Media sosial pun memperkuat ilusi tersebut. Di TikTok dan Instagram, video bertema “productive day in my life” atau “how to manage your time” mengajarkan cara mengatur hidup yang efisien, tapi jarang mengingatkan pentingnya jeda. Kesibukan kemudian menjadi identitas baru: semakin padat jadwalmu, semakin dianggap kamu berhasil. Namun, di balik layar, banyak mahasiswa yang diam-diam kelelahan. Mereka bangun dengan rasa cemas, takut gagal, atau merasa tertinggal, bahkan saat sedang berprestasi. Inilah paradoks hustle culture: semakin keras kita bekerja, semakin sulit kita menemukan rasa cukup.
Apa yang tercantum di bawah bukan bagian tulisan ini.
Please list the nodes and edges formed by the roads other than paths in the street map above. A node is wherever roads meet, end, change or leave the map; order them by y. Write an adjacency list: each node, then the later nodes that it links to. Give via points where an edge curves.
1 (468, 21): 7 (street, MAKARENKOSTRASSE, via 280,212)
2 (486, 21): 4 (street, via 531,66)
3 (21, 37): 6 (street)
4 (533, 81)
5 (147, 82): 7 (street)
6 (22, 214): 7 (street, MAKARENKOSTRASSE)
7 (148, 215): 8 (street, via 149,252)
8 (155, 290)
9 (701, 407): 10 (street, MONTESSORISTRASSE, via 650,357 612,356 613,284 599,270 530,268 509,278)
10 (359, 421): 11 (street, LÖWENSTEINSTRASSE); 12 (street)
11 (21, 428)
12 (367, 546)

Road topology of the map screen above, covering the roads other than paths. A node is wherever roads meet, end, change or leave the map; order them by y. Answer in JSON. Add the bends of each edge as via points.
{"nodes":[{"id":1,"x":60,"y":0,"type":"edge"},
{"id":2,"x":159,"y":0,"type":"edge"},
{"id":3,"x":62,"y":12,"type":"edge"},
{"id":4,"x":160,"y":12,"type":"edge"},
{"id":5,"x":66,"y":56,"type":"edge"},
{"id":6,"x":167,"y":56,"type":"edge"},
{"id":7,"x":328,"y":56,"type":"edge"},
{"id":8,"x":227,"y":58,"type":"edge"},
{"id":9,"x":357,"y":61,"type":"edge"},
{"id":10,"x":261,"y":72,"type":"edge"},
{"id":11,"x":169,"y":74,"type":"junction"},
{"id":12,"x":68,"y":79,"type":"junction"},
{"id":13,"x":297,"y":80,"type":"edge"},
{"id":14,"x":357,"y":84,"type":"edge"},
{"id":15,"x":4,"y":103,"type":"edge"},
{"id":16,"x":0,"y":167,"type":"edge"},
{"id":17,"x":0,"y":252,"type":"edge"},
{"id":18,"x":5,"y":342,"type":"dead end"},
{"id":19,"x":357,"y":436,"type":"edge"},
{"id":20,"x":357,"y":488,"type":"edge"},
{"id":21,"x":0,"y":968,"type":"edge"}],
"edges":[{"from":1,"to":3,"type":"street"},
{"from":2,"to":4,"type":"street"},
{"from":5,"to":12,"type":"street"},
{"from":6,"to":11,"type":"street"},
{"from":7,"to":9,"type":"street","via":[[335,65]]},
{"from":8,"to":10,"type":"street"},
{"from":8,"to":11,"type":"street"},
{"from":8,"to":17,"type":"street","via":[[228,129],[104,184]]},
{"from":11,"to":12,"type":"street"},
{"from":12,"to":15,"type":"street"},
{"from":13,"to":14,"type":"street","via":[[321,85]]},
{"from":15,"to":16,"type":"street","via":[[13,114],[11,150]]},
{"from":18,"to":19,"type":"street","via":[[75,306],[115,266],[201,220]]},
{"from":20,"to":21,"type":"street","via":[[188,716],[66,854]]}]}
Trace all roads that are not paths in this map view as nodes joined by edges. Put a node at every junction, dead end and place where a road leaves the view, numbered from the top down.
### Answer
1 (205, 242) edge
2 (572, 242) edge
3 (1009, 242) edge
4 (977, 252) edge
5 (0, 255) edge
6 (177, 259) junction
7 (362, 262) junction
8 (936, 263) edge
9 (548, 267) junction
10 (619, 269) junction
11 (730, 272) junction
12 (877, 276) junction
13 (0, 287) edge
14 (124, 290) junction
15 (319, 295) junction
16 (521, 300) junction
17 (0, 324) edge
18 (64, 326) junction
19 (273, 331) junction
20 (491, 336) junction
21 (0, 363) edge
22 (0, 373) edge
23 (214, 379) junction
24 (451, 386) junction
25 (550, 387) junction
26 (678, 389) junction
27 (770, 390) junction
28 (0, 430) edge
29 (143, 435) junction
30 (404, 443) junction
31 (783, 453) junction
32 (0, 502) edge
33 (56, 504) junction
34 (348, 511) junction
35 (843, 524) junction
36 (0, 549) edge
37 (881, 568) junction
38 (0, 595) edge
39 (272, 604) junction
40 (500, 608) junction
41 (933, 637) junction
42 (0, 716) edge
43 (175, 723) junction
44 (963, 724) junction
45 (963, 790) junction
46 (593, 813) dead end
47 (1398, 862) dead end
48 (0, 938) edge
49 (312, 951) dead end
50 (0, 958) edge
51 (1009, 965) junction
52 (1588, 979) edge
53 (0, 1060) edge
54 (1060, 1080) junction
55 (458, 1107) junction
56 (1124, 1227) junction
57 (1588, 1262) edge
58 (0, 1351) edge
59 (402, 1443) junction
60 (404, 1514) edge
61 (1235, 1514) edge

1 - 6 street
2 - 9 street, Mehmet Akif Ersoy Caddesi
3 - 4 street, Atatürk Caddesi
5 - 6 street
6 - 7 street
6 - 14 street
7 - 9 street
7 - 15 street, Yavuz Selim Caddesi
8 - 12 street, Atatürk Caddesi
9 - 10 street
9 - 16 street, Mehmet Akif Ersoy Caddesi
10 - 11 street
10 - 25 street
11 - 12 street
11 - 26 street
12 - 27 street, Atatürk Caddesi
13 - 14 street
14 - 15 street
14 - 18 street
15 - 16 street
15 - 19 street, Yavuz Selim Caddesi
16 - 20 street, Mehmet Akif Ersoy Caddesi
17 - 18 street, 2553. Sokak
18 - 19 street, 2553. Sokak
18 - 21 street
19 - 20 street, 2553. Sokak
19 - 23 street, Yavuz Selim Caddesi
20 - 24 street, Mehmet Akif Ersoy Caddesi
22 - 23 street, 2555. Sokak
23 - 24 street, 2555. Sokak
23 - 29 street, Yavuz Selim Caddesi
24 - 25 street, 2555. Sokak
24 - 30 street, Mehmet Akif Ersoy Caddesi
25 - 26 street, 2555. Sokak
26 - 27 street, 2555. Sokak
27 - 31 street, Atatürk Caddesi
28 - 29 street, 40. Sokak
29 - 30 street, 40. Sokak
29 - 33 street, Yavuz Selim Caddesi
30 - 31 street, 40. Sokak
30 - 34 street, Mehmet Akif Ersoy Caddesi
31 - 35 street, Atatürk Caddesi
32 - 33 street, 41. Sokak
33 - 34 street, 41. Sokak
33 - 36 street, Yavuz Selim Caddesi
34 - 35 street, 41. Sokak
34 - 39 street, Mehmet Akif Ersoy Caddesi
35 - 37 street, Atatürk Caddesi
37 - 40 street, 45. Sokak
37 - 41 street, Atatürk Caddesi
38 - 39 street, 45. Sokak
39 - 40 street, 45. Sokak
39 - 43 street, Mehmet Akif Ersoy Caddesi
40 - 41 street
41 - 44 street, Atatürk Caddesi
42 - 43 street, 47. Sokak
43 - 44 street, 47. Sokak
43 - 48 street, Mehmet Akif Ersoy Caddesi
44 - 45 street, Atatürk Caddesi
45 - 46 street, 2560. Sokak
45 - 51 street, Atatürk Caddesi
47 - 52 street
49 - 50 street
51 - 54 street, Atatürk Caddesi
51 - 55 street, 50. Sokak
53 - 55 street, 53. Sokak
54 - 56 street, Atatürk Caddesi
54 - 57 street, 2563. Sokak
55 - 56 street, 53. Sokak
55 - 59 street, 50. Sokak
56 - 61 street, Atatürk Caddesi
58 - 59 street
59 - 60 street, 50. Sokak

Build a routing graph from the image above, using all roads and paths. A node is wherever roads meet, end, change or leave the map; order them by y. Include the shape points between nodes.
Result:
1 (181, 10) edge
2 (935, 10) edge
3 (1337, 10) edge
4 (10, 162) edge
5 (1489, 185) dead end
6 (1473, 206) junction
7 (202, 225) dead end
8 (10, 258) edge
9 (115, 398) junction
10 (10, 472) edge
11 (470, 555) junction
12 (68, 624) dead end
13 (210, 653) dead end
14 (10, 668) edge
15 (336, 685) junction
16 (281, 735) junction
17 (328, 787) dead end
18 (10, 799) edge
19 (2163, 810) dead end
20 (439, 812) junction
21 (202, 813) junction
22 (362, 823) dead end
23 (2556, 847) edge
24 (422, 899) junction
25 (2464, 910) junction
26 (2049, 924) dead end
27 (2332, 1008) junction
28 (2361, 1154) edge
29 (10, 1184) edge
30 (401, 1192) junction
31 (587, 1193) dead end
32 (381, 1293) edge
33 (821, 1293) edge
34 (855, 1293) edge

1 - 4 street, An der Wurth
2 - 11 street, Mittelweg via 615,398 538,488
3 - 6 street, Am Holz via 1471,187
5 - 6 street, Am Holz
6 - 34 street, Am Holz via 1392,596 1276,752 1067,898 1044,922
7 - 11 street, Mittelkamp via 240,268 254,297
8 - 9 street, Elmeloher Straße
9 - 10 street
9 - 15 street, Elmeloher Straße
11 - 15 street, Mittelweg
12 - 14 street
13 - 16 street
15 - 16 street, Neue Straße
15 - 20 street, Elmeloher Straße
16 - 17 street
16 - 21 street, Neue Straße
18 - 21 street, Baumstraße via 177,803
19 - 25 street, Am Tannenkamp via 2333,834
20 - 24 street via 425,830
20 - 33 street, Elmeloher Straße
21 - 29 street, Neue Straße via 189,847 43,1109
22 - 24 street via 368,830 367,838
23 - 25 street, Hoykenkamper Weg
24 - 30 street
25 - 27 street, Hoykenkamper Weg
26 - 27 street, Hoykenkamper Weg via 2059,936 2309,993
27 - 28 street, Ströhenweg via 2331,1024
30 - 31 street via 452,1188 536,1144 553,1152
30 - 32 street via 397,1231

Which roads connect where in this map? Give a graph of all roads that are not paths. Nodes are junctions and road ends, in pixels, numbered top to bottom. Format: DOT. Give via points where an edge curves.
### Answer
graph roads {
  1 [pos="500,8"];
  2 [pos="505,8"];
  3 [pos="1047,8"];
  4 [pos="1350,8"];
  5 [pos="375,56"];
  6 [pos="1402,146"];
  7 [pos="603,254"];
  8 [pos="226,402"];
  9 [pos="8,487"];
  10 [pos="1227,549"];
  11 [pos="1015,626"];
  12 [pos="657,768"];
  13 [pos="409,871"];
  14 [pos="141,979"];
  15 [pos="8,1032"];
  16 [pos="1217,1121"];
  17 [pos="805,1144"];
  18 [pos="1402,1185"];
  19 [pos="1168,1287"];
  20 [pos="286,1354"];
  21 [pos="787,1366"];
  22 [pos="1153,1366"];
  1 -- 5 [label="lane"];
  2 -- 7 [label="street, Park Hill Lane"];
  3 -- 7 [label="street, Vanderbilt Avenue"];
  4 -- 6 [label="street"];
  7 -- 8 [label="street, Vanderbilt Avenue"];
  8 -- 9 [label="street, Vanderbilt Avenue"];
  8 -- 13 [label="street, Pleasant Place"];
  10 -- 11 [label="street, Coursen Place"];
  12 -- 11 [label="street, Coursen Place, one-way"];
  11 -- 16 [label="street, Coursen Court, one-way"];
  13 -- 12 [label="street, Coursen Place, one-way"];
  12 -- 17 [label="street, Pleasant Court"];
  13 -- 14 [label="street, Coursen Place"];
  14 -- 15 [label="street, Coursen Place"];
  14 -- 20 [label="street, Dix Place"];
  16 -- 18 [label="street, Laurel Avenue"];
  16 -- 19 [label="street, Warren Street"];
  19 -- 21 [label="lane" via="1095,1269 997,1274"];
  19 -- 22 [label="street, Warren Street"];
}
Kampus pun tanpa sadar ikut melestarikan budaya ini. Sistem yang menuntut mahasiswa aktif di segala bidang sering kali membuat batas antara semangat belajar dan beban psikis menjadi kabur. Mahasiswa dituntut berprestasi, berorganisasi, sekaligus menjaga nilai akademik. Namun, jarang ada ruang untuk benar-benar diam dan merenung tentang arah hidup atau kebahagiaan pribadi.
Padahal, seperti yang ditulis Henry Manampiring dalam buku Filosofi Teras (2018), “Menggantungkan kebahagiaan kepada hal yang di luar kendali sesungguhnya sangat rapuh dan sangat berisiko berujung pada kekecewaan.” Kalimat ini terasa sangat relevan bagi mahasiswa yang mengejar validasi melalui kesibukan. Kita sering kali mencari rasa puas dari pengakuan luar, entah dari teman, dosen, atau media sosial, padahal sumber kebahagiaan sejati justru ada dalam kendali diri sendiri.
Produktivitas sejati tidak diukur dari seberapa banyak kegiatan yang kita lakukan, tetapi dari seberapa besar nilai yang kita dapatkan dari setiap kegiatan itu. Istirahat bukan tanda malas, melainkan bagian dari proses tumbuh. Tidak apa-apa untuk berhenti sejenak, menolak beberapa tawaran, atau memilih tidak sibuk setiap hari. Kita tidak diciptakan untuk berlari tanpa henti, tapi untuk hidup dengan ritme yang manusiawi.
Mungkin sudah saatnya kita menata ulang makna produktif. Bukan lagi tentang kerja tanpa henti, melainkan tentang keseimbangan antara ambisi dan kesehatan diri. Karena pada akhirnya, tidak ada gunanya menjadi mahasiswa yang aktif di mana-mana jika di dalam hati kita merasa kosong. Produktif boleh, tapi jangan sampai kehilangan diri sendiri di tengah kesibukan.